* _What is being asked_:
Only one stretch of the data is wanted: the line containing "const ctx = canvas.getContext('2d');", the line containing "ctx.strokeRect(59, 165, 438, 180);", and every line between them, copied exactly.

[Dataset entries]

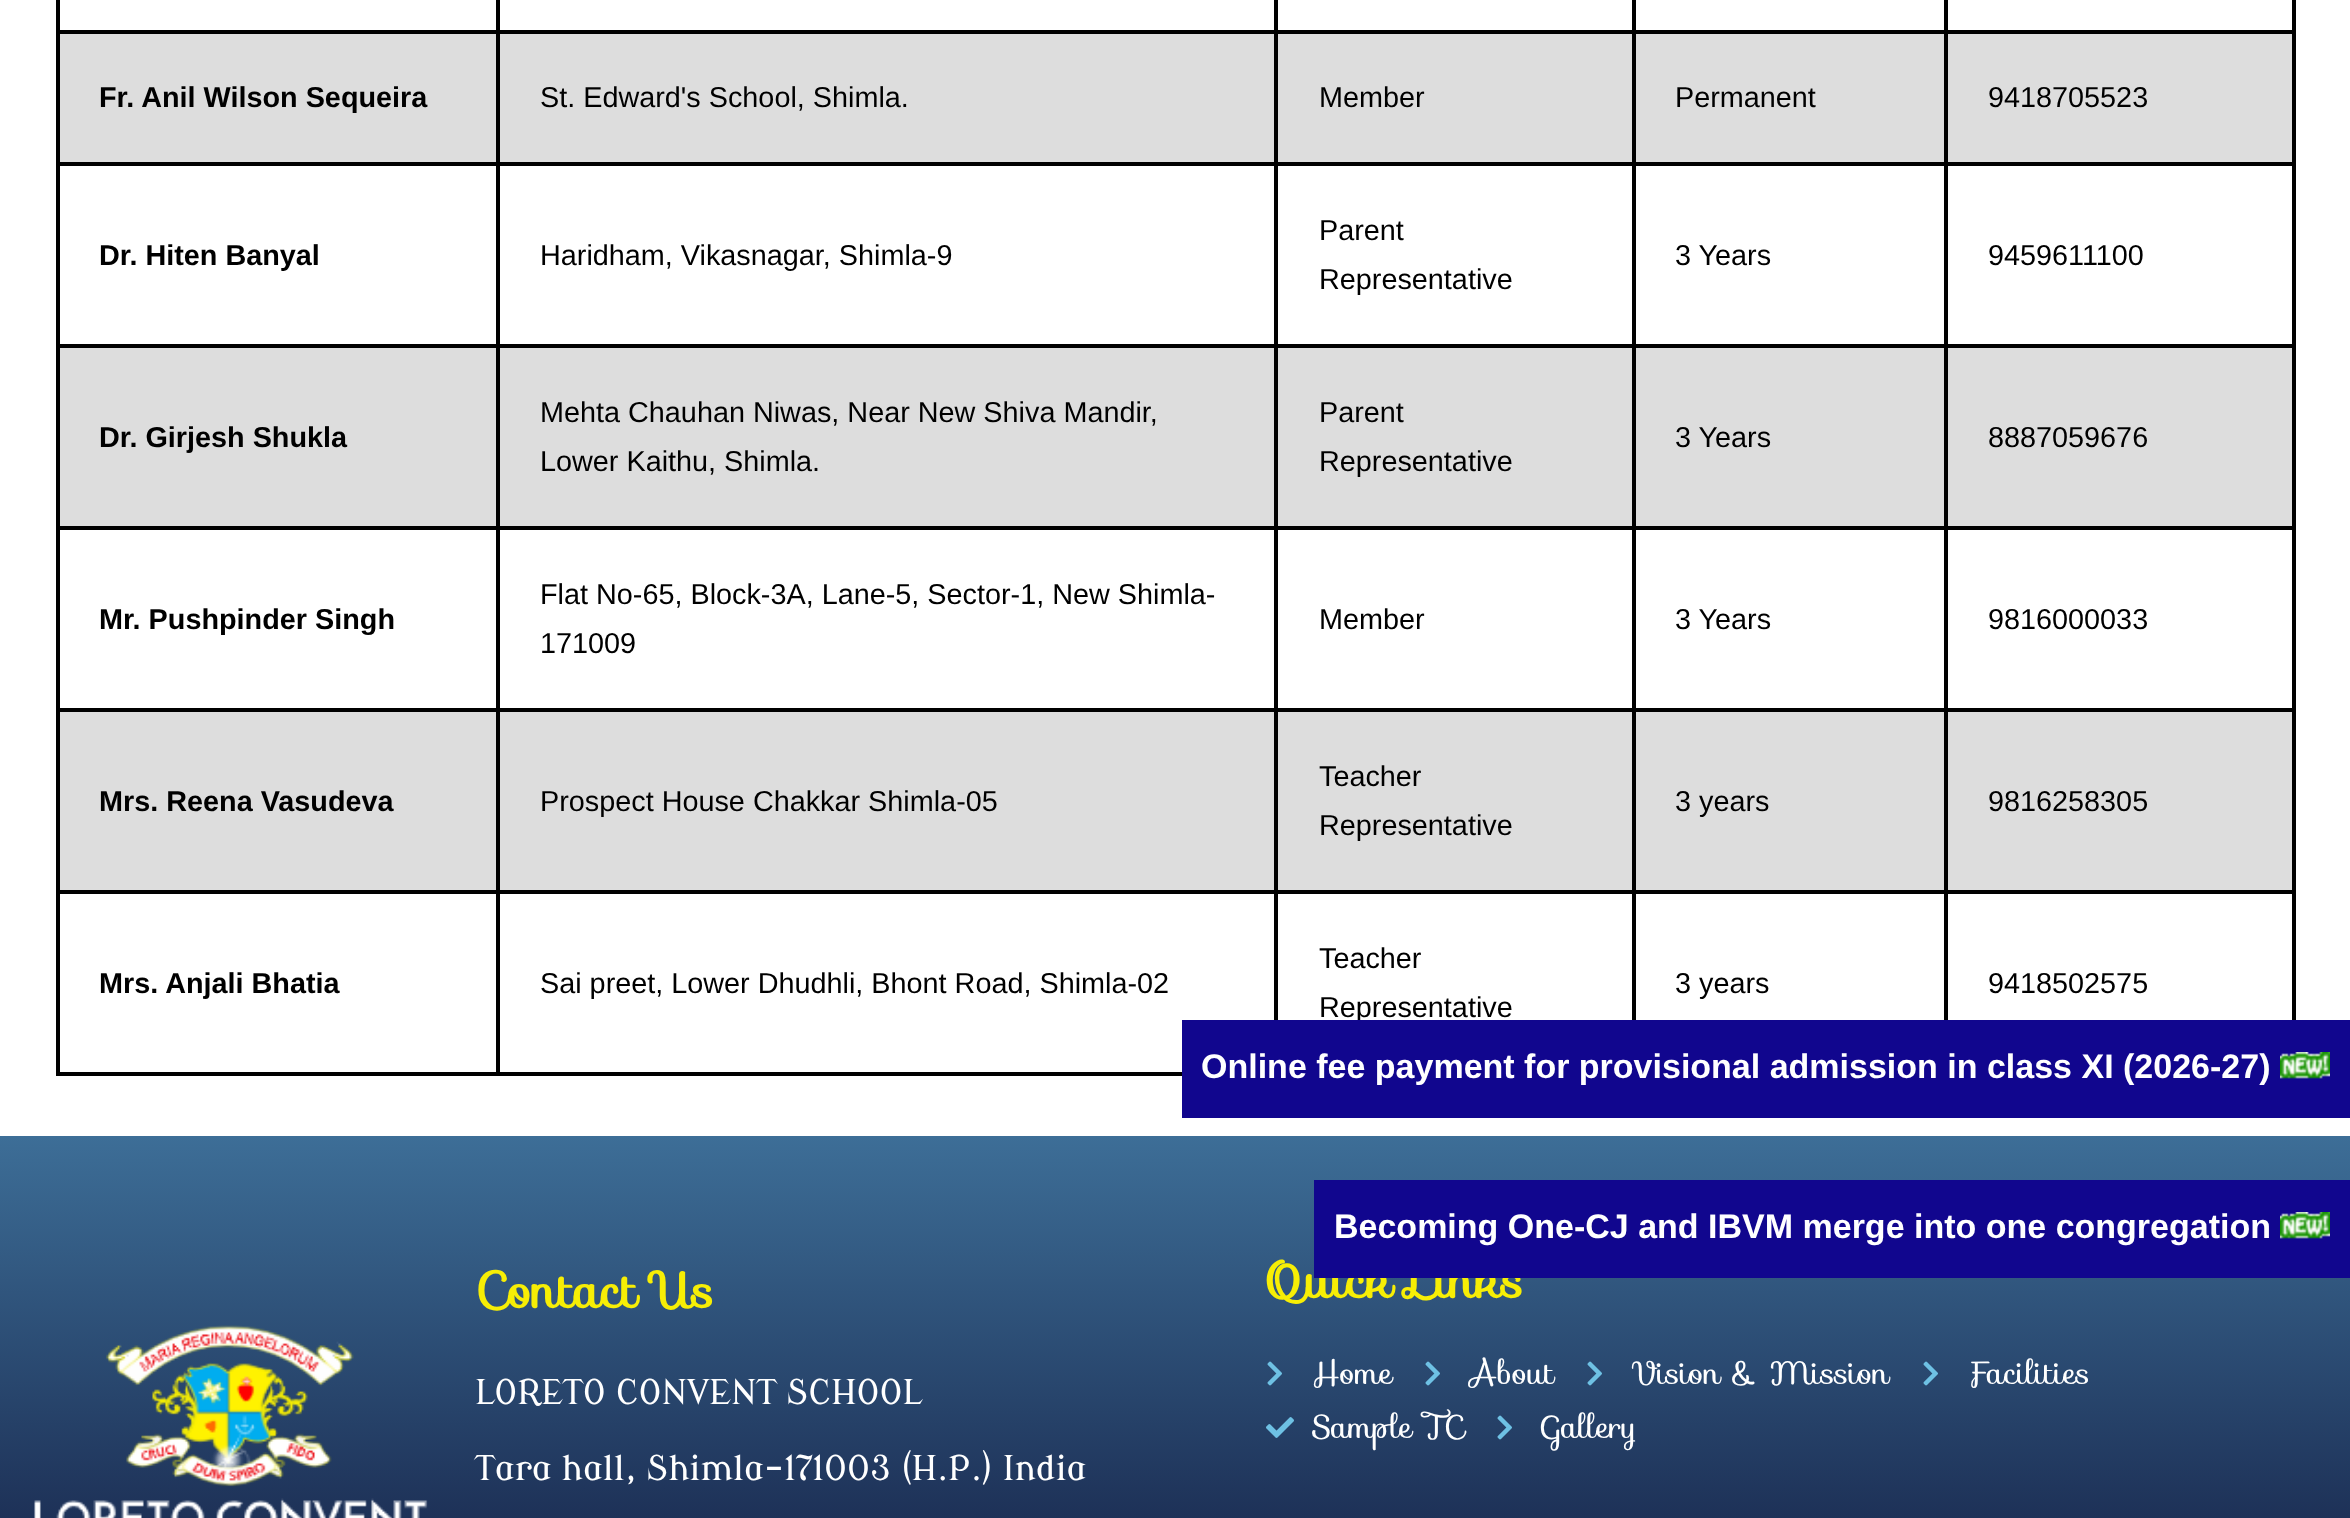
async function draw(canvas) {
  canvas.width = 2350;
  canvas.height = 1518;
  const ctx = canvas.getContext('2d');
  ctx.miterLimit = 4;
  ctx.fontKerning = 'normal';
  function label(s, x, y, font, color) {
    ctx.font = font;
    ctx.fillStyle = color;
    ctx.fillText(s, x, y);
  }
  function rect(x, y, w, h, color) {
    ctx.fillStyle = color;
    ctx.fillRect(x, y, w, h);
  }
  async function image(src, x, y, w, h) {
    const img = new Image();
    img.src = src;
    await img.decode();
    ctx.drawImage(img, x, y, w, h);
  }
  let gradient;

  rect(0, 0, 2350, 1518, '#fff');
  ctx.strokeStyle = '#000';
  ctx.lineWidth = 2;
  ctx.strokeRect(57, -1, 2238, 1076);
  ctx.strokeRect(59, -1, 438, 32);
  ctx.strokeRect(499, -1, 776, 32);
  ctx.strokeRect(1277, -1, 356, 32);
  ctx.strokeRect(1635, -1, 310, 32);
  ctx.strokeRect(1947, -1, 346, 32);
  rect(60, 34, 2232, 128, '#ddd');
  ctx.strokeRect(59, 33, 438, 130);
  label('Fr. Anil Wilson Sequeira', 99, 107, 'bold 28.8px Liberation Sans', '#000');
  ctx.strokeRect(499, 33, 776, 130);
  label('St. Edward\'s School, Shimla.', 540, 107, '28.8px Liberation Sans', '#000');
  ctx.strokeRect(1277, 33, 356, 130);
  label('Member', 1319, 107, '28.8px Liberation Sans', '#000');
  ctx.strokeRect(1635, 33, 310, 130);
  label('Permanent', 1675, 107, '28.8px Liberation Sans', '#000');
  ctx.strokeRect(1947, 33, 346, 130);
  label('9418705523', 1988, 107, '28.8px Liberation Sans', '#000');
  ctx.strokeRect(59, 165, 438, 180);
  label('Dr. Hiten Banyal', 99, 265, 'bold 28.8px Liberation Sans', '#000');
  ctx.strokeRect(499, 165, 776, 180);
  label('Haridham, Vikasnagar, Shimla-9', 540, 265, '28.8px Liberation Sans', '#000');
  ctx.strokeRect(1277, 165, 356, 180);
  label('Parent', 1319, 240, '28.8px Liberation Sans', '#000');
  label('Representative', 1319, 289, '28.8px Liberation Sans', '#000');
  ctx.strokeRect(1635, 165, 310, 180);
  label('3 Years', 1675, 265, '28.8px Liberation Sans', '#000');
  ctx.strokeRect(1947, 165, 346, 180);
  label('9459611100', 1988, 265, '28.8px Liberation Sans', '#000');
  rect(60, 348, 2232, 178, '#ddd');
  ctx.strokeRect(59, 347, 438, 180);
  label('Dr. Girjesh Shukla', 99, 447, 'bold 28.8px Liberation Sans', '#000');
  ctx.strokeRect(499, 347, 776, 180);
  label('Mehta Chauhan Niwas, Near New Shiva Mandir,', 540, 422, '28.8px Liberation Sans', '#000');
  label('Lower Kaithu, Shimla.', 540, 471, '28.8px Liberation Sans', '#000');
  ctx.strokeRect(1277, 347, 356, 180);
  label('Parent', 1319, 422, '28.8px Liberation Sans', '#000');
  label('Representative', 1319, 471, '28.8px Liberation Sans', '#000');
  ctx.strokeRect(1635, 347, 310, 180);
  label('3 Years', 1675, 447, '28.8px Liberation Sans', '#000');
  ctx.strokeRect(1947, 347, 346, 180);
  label('8887059676', 1988, 447, '28.8px Liberation Sans', '#000');
  ctx.strokeRect(59, 529, 438, 180);
  label('Mr. Pushpinder Singh', 99, 629, 'bold 28.8px Liberation Sans', '#000');
  ctx.strokeRect(499, 529, 776, 180);
  label('Flat No-65, Block-3A, Lane-5, Sector-1, New Shimla-', 540, 604, '28.8px Liberation Sans', '#000');
  label('171009', 540, 653, '28.8px Liberation Sans', '#000');
  ctx.strokeRect(1277, 529, 356, 180);
  label('Member', 1319, 629, '28.8px Liberation Sans', '#000');
  ctx.strokeRect(1635, 529, 310, 180);
  label('3 Years', 1675, 629, '28.8px Liberation Sans', '#000');
  ctx.strokeRect(1947, 529, 346, 180);
  label('9816000033', 1988, 629, '28.8px Liberation Sans', '#000');
  rect(60, 712, 2232, 178, '#ddd');
  ctx.strokeRect(59, 711, 438, 180);
  label('Mrs. Reena Vasudeva', 99, 811, 'bold 28.8px Liberation Sans', '#000');
  ctx.strokeRect(499, 711, 776, 180);
  label('Prospect House Chakkar Shimla-05', 540, 811, '28.8px Liberation Sans', '#000');
  ctx.strokeRect(1277, 711, 356, 180);
  label('Teacher', 1319, 786, '28.8px Liberation Sans', '#000');
  label('Representative', 1319, 835, '28.8px Liberation Sans', '#000');
  ctx.strokeRect(1635, 711, 310, 180);
  label('3 years', 1675, 811, '28.8px Liberation Sans', '#000');
  ctx.strokeRect(1947, 711, 346, 180);
  label('9816258305', 1988, 811, '28.8px Liberation Sans', '#000');
  ctx.strokeRect(59, 893, 438, 180);
  label('Mrs. Anjali Bhatia', 99, 993, 'bold 28.8px Liberation Sans', '#000');
  ctx.strokeRect(499, 893, 776, 180);
  label('Sai preet, Lower Dhudhli, Bhont Road, Shimla-02', 540, 993, '28.8px Liberation Sans', '#000');
  ctx.strokeRect(1277, 893, 356, 180);
  label('Teacher', 1319, 968, '28.8px Liberation Sans', '#000');
  label('Representative', 1319, 1017, '28.8px Liberation Sans', '#000');
  ctx.strokeRect(1635, 893, 310, 180);
  label('3 years', 1675, 993, '28.8px Liberation Sans', '#000');
  ctx.strokeRect(1947, 893, 346, 180);
  label('9418502575', 1988, 993, '28.8px Liberation Sans', '#000');
  gradient = ctx.createLinearGradient(1175, 1136, 1175, 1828);
  gradient.addColorStop(0, '#3d6e97');
  gradient.addColorStop(1, '#040024');
  ctx.fillStyle = gradient;
  ctx.fillRect(0, 1136, 2350, 382);
  await image('assets/img1.png', 34, 1325, 394, 193);
  label('Contact Us', 475, 1308, 'bold 50px Sofia', '#f7ee05');
  label('LORETO CONVENT SCHOOL', 475, 1404, '34px Modern Antiqua', '#fff');
  label('Tara hall, Shimla-171003 (H.P.) India', 475, 1480, '34px Modern Antiqua', '#fff');
  label('Quick Links', 1267, 1298, 'bold 50px Sofia', '#f7ee05');
  await image('assets/img2.png', 1267, 1361, 15, 25);
  label('Home', 1312, 1384, '32px Sofia', '#fff');
  await image('assets/img2.png', 1425, 1361, 15, 25);
  label('About', 1470, 1384, '32px Sofia', '#fff');
  await image('assets/img2.png', 1587, 1361, 15, 25);
  label('Vision & Mission', 1631, 1384, '32px Sofia', '#fff');
  await image('assets/img2.png', 1923, 1361, 15, 25);
  label('Facilities', 1967, 1384, '32px Sofia', '#fff');
  await image('assets/img3.png', 1266, 1417, 28, 21);
  label('Sample TC', 1312, 1438, '32px Sofia', '#fff');
  await image('assets/img4.png', 1497, 1415, 15, 25);
  label('Gallery', 1542, 1438, '32px Sofia', '#fff');
  rect(1182, 1020, 1168, 98, '#11068e');
  label('Online fee payment for provisional admission in class XI (2026-27)', 1201, 1078, 'bold 34px Liberation Sans', '#fff');
  await image('assets/img5.png', 2280, 1052, 50, 27);
  rect(1314, 1180, 1036, 98, '#11068e');
  label('Becoming One-CJ and IBVM merge into one congregation', 1334, 1238, 'bold 34px Liberation Sans', '#fff');
  await image('assets/img5.png', 2280, 1212, 50, 27);
}

draw(document.querySelector('canvas'));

* _Task result_:
  const ctx = canvas.getContext('2d');
  ctx.miterLimit = 4;
  ctx.fontKerning = 'normal';
  function label(s, x, y, font, color) {
    ctx.font = font;
    ctx.fillStyle = color;
    ctx.fillText(s, x, y);
  }
  function rect(x, y, w, h, color) {
    ctx.fillStyle = color;
    ctx.fillRect(x, y, w, h);
  }
  async function image(src, x, y, w, h) {
    const img = new Image();
    img.src = src;
    await img.decode();
    ctx.drawImage(img, x, y, w, h);
  }
  let gradient;

  rect(0, 0, 2350, 1518, '#fff');
  ctx.strokeStyle = '#000';
  ctx.lineWidth = 2;
  ctx.strokeRect(57, -1, 2238, 1076);
  ctx.strokeRect(59, -1, 438, 32);
  ctx.strokeRect(499, -1, 776, 32);
  ctx.strokeRect(1277, -1, 356, 32);
  ctx.strokeRect(1635, -1, 310, 32);
  ctx.strokeRect(1947, -1, 346, 32);
  rect(60, 34, 2232, 128, '#ddd');
  ctx.strokeRect(59, 33, 438, 130);
  label('Fr. Anil Wilson Sequeira', 99, 107, 'bold 28.8px Liberation Sans', '#000');
  ctx.strokeRect(499, 33, 776, 130);
  label('St. Edward\'s School, Shimla.', 540, 107, '28.8px Liberation Sans', '#000');
  ctx.strokeRect(1277, 33, 356, 130);
  label('Member', 1319, 107, '28.8px Liberation Sans', '#000');
  ctx.strokeRect(1635, 33, 310, 130);
  label('Permanent', 1675, 107, '28.8px Liberation Sans', '#000');
  ctx.strokeRect(1947, 33, 346, 130);
  label('9418705523', 1988, 107, '28.8px Liberation Sans', '#000');
  ctx.strokeRect(59, 165, 438, 180);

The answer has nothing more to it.